Case ID: fla_95/html/0070-01.html
Source: Caselaw Access Project
Author: {"author": "Buford, J.", "license": "Public Domain", "url": "https://static.case.law/"}
Date Created: 2024-08-24T03:29:51.129683

Alex Crisostomo, Appellant, v. Lillie Crisostomo, Appellee.
    
    Division B.
    Opinion Filed January 24, 1928.
    
      E. L. Bryan, Attorney for Appellant;
    
      V. B. Fisher, Attorney for Appellee.
   Buford, J.

This was a suit for divorce brought by the wife against the husband. A decree pro confesso was entered; testimony was taken before the court. Final decree was entered. From the final decree appeal was taken. We have carefully examined the bill of complaint and the transcript of the testimony.

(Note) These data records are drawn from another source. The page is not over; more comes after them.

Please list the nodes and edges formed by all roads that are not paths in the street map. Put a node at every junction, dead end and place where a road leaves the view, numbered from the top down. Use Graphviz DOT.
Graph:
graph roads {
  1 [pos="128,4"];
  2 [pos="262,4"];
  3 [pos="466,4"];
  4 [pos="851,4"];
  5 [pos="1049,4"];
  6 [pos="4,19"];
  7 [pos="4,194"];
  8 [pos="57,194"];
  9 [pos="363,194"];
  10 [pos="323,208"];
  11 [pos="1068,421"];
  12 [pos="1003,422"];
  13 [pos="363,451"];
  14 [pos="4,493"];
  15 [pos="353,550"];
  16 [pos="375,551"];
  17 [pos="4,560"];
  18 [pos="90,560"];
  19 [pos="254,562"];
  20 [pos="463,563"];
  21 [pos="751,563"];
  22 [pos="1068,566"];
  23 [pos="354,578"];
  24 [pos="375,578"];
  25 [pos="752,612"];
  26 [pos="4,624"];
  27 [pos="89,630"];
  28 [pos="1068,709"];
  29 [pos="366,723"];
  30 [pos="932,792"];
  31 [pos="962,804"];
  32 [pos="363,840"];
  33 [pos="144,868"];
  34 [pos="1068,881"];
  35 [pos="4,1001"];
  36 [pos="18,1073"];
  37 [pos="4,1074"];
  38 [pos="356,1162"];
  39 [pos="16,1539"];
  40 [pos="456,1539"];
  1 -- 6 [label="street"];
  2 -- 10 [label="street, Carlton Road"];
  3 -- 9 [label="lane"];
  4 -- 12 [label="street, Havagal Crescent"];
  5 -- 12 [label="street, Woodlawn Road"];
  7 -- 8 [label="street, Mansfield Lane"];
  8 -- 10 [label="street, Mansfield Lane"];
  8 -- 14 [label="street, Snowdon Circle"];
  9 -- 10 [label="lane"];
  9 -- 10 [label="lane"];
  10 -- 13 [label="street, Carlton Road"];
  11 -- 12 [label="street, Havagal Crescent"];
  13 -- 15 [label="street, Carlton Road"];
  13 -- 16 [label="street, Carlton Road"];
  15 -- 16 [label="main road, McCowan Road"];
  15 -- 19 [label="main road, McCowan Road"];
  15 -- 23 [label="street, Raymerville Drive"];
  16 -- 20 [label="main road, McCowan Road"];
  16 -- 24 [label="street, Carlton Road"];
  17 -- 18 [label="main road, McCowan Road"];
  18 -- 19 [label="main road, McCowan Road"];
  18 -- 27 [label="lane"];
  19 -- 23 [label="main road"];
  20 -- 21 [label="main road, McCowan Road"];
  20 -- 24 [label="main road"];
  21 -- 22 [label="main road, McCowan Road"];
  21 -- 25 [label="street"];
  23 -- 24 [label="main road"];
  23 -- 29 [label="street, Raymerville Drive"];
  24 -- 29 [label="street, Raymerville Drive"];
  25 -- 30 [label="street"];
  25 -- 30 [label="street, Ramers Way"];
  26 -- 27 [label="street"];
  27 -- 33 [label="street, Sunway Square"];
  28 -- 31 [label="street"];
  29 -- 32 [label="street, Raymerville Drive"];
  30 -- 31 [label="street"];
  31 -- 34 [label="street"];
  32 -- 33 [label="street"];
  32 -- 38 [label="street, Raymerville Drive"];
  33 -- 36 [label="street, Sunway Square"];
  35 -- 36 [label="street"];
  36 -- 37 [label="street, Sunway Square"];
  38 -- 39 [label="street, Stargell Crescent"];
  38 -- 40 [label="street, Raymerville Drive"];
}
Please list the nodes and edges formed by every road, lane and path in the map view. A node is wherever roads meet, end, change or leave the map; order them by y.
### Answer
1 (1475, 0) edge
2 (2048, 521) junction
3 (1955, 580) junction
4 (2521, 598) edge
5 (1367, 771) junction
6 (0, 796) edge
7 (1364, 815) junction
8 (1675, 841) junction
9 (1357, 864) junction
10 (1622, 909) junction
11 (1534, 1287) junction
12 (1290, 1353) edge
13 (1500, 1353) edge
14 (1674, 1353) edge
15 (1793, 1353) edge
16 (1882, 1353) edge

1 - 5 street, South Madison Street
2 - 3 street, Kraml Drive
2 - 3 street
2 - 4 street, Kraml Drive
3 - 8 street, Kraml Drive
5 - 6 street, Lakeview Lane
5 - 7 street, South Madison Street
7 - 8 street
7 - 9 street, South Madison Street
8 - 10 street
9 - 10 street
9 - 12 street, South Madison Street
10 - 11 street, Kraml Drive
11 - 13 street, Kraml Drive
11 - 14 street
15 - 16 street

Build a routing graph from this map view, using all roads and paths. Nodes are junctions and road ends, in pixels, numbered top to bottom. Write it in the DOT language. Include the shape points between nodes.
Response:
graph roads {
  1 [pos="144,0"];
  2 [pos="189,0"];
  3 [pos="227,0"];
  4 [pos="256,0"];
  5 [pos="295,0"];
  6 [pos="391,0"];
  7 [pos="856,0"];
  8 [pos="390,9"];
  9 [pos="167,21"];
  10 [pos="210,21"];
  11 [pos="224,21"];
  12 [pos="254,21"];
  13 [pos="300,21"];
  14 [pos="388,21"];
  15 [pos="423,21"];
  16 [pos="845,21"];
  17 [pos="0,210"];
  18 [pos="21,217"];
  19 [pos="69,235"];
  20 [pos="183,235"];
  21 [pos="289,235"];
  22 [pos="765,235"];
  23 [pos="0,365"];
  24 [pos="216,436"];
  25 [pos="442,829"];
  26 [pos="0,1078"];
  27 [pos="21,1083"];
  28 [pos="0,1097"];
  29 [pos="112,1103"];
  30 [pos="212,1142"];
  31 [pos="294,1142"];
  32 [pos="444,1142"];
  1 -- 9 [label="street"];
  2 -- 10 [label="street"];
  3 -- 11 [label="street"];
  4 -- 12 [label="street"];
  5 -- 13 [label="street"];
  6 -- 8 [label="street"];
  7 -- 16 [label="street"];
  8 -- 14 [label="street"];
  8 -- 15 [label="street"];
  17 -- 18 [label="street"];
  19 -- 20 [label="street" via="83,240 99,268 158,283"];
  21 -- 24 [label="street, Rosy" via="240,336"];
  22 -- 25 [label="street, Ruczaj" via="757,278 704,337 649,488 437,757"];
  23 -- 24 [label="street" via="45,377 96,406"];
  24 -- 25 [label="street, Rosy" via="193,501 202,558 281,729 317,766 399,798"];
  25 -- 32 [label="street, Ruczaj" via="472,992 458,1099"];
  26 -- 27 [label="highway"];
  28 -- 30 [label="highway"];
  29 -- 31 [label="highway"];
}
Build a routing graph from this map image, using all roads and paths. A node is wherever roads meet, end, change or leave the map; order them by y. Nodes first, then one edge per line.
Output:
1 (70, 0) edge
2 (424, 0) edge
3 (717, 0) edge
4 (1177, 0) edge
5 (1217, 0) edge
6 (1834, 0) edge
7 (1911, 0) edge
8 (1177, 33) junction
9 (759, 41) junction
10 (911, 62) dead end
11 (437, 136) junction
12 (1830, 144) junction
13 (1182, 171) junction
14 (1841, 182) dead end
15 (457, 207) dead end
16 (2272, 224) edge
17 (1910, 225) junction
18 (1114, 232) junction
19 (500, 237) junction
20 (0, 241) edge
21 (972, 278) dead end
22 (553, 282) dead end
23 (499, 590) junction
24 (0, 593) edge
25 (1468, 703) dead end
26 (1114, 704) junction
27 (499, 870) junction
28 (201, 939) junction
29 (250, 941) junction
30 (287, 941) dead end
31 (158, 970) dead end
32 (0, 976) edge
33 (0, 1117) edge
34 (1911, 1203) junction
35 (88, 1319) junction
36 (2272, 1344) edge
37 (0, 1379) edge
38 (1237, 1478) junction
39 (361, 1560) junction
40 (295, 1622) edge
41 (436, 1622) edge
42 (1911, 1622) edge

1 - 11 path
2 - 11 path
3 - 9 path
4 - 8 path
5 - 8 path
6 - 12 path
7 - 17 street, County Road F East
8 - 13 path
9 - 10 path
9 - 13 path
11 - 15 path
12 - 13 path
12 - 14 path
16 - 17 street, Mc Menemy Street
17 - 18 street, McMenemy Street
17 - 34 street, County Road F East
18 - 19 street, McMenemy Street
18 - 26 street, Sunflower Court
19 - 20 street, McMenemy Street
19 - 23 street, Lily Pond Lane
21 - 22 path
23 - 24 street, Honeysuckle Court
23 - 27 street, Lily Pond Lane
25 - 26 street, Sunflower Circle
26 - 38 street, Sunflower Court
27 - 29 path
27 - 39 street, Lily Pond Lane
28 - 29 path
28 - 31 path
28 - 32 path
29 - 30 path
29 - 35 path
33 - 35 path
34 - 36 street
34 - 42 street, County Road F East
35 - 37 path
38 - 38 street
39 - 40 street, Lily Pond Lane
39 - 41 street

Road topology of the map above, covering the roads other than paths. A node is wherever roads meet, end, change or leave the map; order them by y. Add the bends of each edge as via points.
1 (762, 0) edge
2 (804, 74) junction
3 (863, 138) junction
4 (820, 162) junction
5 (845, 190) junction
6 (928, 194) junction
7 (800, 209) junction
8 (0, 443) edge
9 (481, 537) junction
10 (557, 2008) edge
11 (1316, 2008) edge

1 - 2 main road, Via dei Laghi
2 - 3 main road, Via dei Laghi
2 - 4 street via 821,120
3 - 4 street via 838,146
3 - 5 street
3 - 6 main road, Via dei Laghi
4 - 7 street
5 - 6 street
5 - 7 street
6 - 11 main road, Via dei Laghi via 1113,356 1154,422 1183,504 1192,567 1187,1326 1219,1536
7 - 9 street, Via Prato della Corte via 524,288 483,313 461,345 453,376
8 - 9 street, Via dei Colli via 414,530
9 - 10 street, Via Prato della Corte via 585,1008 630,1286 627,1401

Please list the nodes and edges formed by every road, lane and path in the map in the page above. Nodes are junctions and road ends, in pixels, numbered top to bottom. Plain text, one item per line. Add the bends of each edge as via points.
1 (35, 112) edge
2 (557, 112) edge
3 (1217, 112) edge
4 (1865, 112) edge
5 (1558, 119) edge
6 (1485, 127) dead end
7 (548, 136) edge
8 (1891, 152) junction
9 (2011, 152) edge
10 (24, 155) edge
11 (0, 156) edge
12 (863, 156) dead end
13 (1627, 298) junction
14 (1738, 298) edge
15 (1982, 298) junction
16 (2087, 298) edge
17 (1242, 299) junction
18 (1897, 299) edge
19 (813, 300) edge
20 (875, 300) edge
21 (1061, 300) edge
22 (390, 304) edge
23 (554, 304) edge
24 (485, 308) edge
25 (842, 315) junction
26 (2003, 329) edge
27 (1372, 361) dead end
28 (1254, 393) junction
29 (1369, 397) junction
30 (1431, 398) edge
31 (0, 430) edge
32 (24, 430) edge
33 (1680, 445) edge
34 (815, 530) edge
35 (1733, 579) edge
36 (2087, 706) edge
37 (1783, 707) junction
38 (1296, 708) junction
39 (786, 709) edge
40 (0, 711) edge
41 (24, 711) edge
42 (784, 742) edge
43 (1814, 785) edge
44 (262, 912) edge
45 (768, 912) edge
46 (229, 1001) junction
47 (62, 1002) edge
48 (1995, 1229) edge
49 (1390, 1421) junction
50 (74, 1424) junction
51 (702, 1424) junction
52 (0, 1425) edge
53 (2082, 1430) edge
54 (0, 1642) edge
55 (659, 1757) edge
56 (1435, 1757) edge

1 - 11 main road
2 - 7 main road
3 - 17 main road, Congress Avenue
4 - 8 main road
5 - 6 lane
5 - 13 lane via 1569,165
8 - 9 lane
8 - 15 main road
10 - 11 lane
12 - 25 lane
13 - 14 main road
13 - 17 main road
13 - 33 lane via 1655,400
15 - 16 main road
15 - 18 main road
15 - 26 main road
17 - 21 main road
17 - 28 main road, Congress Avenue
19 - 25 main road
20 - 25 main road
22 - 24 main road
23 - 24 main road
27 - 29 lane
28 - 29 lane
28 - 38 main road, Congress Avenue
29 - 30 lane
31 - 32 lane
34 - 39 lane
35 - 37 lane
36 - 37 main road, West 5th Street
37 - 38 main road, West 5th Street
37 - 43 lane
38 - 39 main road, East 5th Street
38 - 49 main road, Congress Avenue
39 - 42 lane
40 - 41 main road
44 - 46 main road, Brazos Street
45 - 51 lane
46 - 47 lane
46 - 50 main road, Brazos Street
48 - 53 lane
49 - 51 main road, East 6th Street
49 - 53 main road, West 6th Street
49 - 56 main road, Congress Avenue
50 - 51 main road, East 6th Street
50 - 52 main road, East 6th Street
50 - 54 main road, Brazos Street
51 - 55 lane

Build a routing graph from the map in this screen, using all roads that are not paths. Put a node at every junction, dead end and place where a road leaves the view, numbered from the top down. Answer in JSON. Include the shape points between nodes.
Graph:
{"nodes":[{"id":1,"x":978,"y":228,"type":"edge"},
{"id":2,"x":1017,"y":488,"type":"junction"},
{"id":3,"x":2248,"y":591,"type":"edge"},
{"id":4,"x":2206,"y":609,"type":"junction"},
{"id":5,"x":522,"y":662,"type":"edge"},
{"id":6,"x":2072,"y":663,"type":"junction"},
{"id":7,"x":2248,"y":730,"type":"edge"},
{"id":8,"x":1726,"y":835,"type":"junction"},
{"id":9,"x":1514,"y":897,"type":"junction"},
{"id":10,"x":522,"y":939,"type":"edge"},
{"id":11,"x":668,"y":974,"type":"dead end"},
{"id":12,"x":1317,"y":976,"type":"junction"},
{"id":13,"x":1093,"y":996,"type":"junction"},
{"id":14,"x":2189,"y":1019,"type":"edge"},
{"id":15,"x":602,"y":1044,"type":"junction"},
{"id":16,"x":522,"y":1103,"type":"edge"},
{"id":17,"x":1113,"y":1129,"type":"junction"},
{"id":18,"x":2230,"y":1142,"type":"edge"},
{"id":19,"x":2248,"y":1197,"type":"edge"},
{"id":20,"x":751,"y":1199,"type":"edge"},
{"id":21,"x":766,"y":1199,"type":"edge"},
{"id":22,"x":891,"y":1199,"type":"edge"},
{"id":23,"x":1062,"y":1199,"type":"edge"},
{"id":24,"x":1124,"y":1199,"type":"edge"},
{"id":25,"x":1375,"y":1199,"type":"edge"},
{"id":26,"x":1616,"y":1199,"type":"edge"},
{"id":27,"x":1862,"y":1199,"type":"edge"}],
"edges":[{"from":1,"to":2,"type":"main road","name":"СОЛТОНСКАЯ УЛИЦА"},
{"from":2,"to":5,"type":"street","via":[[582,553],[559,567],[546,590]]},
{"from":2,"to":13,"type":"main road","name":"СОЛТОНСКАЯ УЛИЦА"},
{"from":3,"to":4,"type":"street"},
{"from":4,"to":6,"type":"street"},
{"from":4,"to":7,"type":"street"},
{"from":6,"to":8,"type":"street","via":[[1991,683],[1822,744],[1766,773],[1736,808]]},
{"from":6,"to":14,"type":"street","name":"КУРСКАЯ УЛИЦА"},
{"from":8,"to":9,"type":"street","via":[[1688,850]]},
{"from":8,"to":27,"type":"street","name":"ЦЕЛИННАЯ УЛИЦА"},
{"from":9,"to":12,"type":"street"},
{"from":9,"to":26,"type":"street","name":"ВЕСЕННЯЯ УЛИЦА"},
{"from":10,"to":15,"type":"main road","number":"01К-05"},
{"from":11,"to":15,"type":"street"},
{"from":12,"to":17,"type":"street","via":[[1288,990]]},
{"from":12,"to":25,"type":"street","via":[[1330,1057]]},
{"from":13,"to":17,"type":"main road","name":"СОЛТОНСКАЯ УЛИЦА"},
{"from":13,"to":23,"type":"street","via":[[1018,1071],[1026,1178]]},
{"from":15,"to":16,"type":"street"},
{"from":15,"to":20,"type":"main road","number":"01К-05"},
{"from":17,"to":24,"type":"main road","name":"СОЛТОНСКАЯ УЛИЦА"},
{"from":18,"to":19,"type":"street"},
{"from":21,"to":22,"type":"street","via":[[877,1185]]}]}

The bill of complaint fails to allege such a state of facts as would properly constitute the basis for a final decree. The allegations of the bill attempting to charge those acts which constitute grounds of divorce are so vague, indefinite and uncertain as to entirely fail to put either the defendant or the court on notice as to what particular acts of the defendant are complained of as constituting grounds for divorce.

The testimony presented by the record fails to establish the fact that the defendant was guilty of any particular act or acts which are recognized as grounds for divorce in this State. The nearest approach to such evidence is the testimony that when defendant was accused of having been guilty of certain acts in a general way he admitted that the charge was true. An admission or confession on the part of a defendant in a divorce proceeding that he has been guilty of some act which is recognized as a ground for divorce without any substantive evidence of the commission of the particular act of that character is not sufficient or proper to authorize the court to dissolve the bonds of matrimony. See Hall v. Hall, decided by this Court in April, 1927, reported in 112 Sou. 622.

The decree should be reversed and it is so ordered.

Reversed.

Whitfield, P. J., and Terrell, J., concur.

Ellis, C. J., and Brown, J., concur in the opinion and judgment.